December 22, 3 days until Christmas. Perhaps I should have waited a few more days, until after the holidays, but I was impatient. I didn’t want to wait any longer and my mind was made up. I took a deep breath and felt the cool crisp air enter my lungs, calming my nerves. As I exhaled, I watched my breath billow away like miniature clouds on a windy day.

I took a quick glance at my watch: 12:47 am. I sat down on the cool soft snow and removed my jacket, forming it into a comfortable pillow. Setting my makeshift pillow down, I lay down in the snow and just kept breathing, watching more and more of my little clouds floating away. I thought I would be more scared, but all I felt was nothingness. I looked up into the night sky, straining my eyes for even just one star, but alas, my clouds blanketed the sky, the moon barely shining through.

winter

I looked at my watch again: 1:24 am.

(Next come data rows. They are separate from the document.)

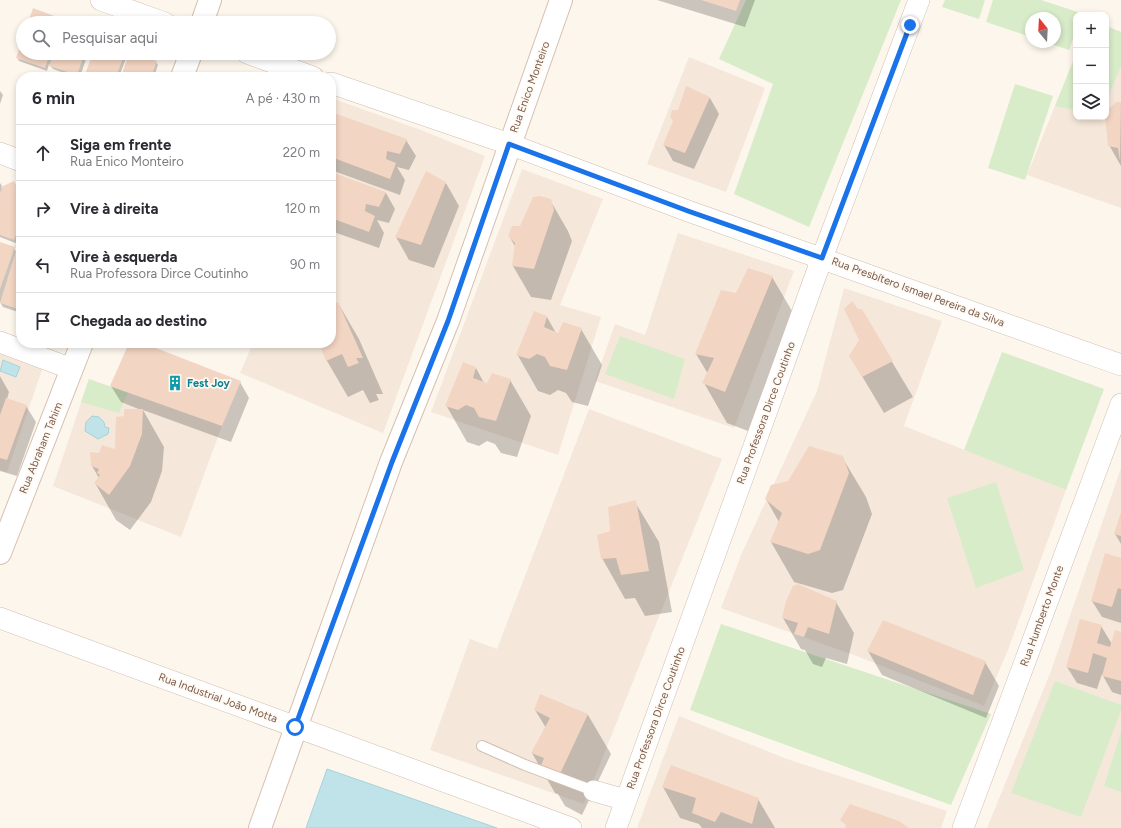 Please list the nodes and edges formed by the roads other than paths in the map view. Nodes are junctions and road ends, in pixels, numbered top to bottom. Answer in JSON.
{"nodes":[{"id":1,"x":101,"y":0,"type":"edge"},
{"id":2,"x":210,"y":0,"type":"edge"},
{"id":3,"x":560,"y":0,"type":"edge"},
{"id":4,"x":919,"y":0,"type":"edge"},
{"id":5,"x":146,"y":16,"type":"edge"},
{"id":6,"x":204,"y":16,"type":"edge"},
{"id":7,"x":188,"y":60,"type":"edge"},
{"id":8,"x":266,"y":60,"type":"edge"},
{"id":9,"x":184,"y":72,"type":"edge"},
{"id":10,"x":299,"y":72,"type":"edge"},
{"id":11,"x":336,"y":85,"type":"edge"},
{"id":12,"x":509,"y":144,"type":"junction"},
{"id":13,"x":0,"y":153,"type":"edge"},
{"id":14,"x":16,"y":159,"type":"edge"},
{"id":15,"x":822,"y":258,"type":"junction"},
{"id":16,"x":0,"y":342,"type":"edge"},
{"id":17,"x":80,"y":348,"type":"edge"},
{"id":18,"x":1121,"y":365,"type":"edge"},
{"id":19,"x":72,"y":369,"type":"junction"},
{"id":20,"x":1121,"y":404,"type":"edge"},
{"id":21,"x":0,"y":553,"type":"edge"},
{"id":22,"x":0,"y":618,"type":"edge"},
{"id":23,"x":295,"y":727,"type":"junction"},
{"id":24,"x":482,"y":746,"type":"dead end"},
{"id":25,"x":594,"y":791,"type":"joint"},
{"id":26,"x":626,"y":800,"type":"junction"},
{"id":27,"x":260,"y":828,"type":"edge"},
{"id":28,"x":570,"y":828,"type":"edge"},
{"id":29,"x":616,"y":828,"type":"edge"},
{"id":30,"x":963,"y":828,"type":"edge"}],
"edges":[{"from":1,"to":5,"type":"street"},
{"from":2,"to":6,"type":"street"},
{"from":3,"to":12,"type":"street","name":"Rua Enico Monteiro"},
{"from":4,"to":15,"type":"street","name":"Rua Professora Dirce Coutinho"},
{"from":7,"to":9,"type":"street"},
{"from":8,"to":10,"type":"street"},
{"from":11,"to":12,"type":"street","name":"Rua Presbítero Ismael Pereira da Silva"},
{"from":12,"to":15,"type":"street","name":"Rua Presbítero Ismael Pereira da Silva"},
{"from":12,"to":23,"type":"street","name":"Rua Enico Monteiro"},
{"from":13,"to":14,"type":"street"},
{"from":15,"to":18,"type":"street","name":"Rua Presbítero Ismael Pereira da Silva"},
{"from":15,"to":26,"type":"street","name":"Rua Professora Dirce Coutinho"},
{"from":16,"to":19,"type":"street"},
{"from":17,"to":19,"type":"street","name":"Rua Abraham Tahim"},
{"from":19,"to":21,"type":"street","name":"Rua Abraham Tahim"},
{"from":20,"to":30,"type":"street","name":"Rua Humberto Monte"},
{"from":22,"to":23,"type":"street","name":"Rua Industrial João Motta"},
{"from":23,"to":27,"type":"street","name":"Rua Enico Monteiro"},
{"from":23,"to":28,"type":"street","name":"Rua Industrial João Motta"},
{"from":24,"to":25,"type":"lane"},
{"from":25,"to":26,"type":"street"},
{"from":26,"to":29,"type":"street","name":"Rua Professora Dirce Coutinho"}]}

My body was slowly making progress, my toes were numb and refused to wiggle on my command, not that I was trying particularly hard anyway. My fingers were still responsive, though the numbness had massively impaired them. My fine penmanship of which I hold with pride was now lost. Yet I was fine. No fear, no sadness, just nothing.

I tried to look at my watch, but my body remained still, only my eyes, unblinking, remained under my control. My clouds were no longer as strong or robust as they were when I first laid down. I could feel every little breath leave which each weaker than the one before it. I knew things were finally going to end, but still, I felt nothing.

Was that all I truly ever was? Nothing…?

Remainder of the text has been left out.